-- Opening Marker --

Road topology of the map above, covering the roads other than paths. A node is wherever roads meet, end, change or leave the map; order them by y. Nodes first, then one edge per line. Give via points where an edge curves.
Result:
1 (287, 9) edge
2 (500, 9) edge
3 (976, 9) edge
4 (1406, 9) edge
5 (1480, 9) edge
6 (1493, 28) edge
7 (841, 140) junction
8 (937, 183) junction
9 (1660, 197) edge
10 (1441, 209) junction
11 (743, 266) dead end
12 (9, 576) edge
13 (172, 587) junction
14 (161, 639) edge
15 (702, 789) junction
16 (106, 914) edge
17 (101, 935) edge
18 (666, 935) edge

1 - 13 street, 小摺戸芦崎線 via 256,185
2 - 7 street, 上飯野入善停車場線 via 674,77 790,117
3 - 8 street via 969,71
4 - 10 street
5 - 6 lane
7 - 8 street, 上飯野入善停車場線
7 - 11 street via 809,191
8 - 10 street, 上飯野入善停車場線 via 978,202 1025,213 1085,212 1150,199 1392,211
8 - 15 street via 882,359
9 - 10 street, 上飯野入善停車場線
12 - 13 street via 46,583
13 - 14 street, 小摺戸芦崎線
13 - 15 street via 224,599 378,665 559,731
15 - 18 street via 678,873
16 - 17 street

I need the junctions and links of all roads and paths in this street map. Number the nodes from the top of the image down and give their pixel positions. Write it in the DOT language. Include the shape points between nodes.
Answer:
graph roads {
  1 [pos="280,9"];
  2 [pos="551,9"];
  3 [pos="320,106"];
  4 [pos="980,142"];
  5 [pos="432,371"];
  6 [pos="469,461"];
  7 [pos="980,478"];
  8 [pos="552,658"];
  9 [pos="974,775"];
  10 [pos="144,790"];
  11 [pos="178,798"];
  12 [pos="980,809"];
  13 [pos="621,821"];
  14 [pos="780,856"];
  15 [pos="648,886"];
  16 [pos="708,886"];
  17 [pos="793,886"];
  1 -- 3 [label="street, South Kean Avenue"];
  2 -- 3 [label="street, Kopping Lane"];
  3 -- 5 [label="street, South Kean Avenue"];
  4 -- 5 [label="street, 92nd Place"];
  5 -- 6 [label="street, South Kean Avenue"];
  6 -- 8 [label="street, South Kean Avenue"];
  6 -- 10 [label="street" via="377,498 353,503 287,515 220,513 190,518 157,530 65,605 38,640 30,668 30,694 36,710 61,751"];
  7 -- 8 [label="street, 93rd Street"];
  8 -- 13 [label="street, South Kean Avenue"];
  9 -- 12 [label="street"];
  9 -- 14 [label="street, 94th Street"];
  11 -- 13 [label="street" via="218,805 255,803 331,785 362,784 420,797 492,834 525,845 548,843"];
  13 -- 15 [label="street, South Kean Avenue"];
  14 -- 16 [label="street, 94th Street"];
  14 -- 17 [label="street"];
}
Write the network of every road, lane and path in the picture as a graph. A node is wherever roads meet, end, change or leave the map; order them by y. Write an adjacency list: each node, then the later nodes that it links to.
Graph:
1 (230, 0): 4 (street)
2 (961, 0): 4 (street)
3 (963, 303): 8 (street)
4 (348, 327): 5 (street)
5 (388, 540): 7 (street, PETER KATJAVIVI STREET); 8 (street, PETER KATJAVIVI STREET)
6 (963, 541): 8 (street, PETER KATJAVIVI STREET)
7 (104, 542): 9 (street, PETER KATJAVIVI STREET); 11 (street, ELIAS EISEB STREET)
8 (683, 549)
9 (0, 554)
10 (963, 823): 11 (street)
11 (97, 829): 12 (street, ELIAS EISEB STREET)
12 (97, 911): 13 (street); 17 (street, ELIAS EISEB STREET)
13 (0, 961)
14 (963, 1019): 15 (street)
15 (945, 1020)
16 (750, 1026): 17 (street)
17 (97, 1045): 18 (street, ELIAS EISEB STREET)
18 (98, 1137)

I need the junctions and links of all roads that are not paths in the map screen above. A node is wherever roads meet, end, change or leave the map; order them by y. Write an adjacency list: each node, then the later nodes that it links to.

-- Closing Marker --

THE TASK: Show all lines in the preceding material that have "each" in them.

RESULT OF THIS EXERCISE:
Write the network of every road, lane and path in the picture as a graph. A node is wherever roads meet, end, change or leave the map; order them by y. Write an adjacency list: each node, then the later nodes that it links to.
I need the junctions and links of all roads that are not paths in the map screen above. A node is wherever roads meet, end, change or leave the map; order them by y. Write an adjacency list: each node, then the later nodes that it links to.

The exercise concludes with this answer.